▸ PROBLEM REQUIREMENTS
Each line of the records is to be copied verbatim.
-- AVAILABLE RECORDS follows --
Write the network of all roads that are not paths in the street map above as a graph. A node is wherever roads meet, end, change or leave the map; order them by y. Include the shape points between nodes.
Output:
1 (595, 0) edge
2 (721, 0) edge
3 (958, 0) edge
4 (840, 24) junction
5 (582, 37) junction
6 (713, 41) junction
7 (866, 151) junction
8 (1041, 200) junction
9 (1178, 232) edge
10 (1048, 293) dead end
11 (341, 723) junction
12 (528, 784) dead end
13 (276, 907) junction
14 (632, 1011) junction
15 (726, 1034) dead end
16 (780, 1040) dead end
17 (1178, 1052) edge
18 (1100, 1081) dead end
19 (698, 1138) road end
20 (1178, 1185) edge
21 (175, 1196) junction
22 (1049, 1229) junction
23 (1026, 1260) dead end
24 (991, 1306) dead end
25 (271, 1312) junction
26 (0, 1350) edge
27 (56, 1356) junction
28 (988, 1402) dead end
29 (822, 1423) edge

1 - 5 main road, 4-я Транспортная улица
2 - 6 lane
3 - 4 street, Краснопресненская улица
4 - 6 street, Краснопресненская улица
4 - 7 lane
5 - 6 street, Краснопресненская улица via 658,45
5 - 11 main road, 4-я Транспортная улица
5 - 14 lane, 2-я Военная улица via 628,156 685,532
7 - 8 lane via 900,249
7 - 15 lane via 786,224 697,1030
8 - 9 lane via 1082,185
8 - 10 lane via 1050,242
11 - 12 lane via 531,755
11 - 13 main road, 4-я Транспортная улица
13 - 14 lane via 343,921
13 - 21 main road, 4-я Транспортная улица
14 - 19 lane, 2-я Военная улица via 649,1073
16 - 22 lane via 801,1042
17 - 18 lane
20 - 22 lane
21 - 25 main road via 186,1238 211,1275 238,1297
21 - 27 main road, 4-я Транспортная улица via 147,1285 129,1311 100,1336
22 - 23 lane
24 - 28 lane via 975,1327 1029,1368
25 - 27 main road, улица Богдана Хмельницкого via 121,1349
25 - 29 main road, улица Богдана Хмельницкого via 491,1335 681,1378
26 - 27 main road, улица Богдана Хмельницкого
-- AVAILABLE RECORDS concluded --
▸ EXERCISE OUTPUT
Write the network of all roads that are not paths in the street map above as a graph. A node is wherever roads meet, end, change or leave the map; order them by y. Include the shape points between nodes.
Output:
1 (595, 0) edge
2 (721, 0) edge
3 (958, 0) edge
4 (840, 24) junction
5 (582, 37) junction
6 (713, 41) junction
7 (866, 151) junction
8 (1041, 200) junction
9 (1178, 232) edge
10 (1048, 293) dead end
11 (341, 723) junction
12 (528, 784) dead end
13 (276, 907) junction
14 (632, 1011) junction
15 (726, 1034) dead end
16 (780, 1040) dead end
17 (1178, 1052) edge
18 (1100, 1081) dead end
19 (698, 1138) road end
20 (1178, 1185) edge
21 (175, 1196) junction
22 (1049, 1229) junction
23 (1026, 1260) dead end
24 (991, 1306) dead end
25 (271, 1312) junction
26 (0, 1350) edge
27 (56, 1356) junction
28 (988, 1402) dead end
29 (822, 1423) edge

1 - 5 main road, 4-я Транспортная улица
2 - 6 lane
3 - 4 street, Краснопресненская улица
4 - 6 street, Краснопресненская улица
4 - 7 lane
5 - 6 street, Краснопресненская улица via 658,45
5 - 11 main road, 4-я Транспортная улица
5 - 14 lane, 2-я Военная улица via 628,156 685,532
7 - 8 lane via 900,249
7 - 15 lane via 786,224 697,1030
8 - 9 lane via 1082,185
8 - 10 lane via 1050,242
11 - 12 lane via 531,755
11 - 13 main road, 4-я Транспортная улица
13 - 14 lane via 343,921
13 - 21 main road, 4-я Транспортная улица
14 - 19 lane, 2-я Военная улица via 649,1073
16 - 22 lane via 801,1042
17 - 18 lane
20 - 22 lane
21 - 25 main road via 186,1238 211,1275 238,1297
21 - 27 main road, 4-я Транспортная улица via 147,1285 129,1311 100,1336
22 - 23 lane
24 - 28 lane via 975,1327 1029,1368
25 - 27 main road, улица Богдана Хмельницкого via 121,1349
25 - 29 main road, улица Богдана Хмельницкого via 491,1335 681,1378
26 - 27 main road, улица Богдана Хмельницкого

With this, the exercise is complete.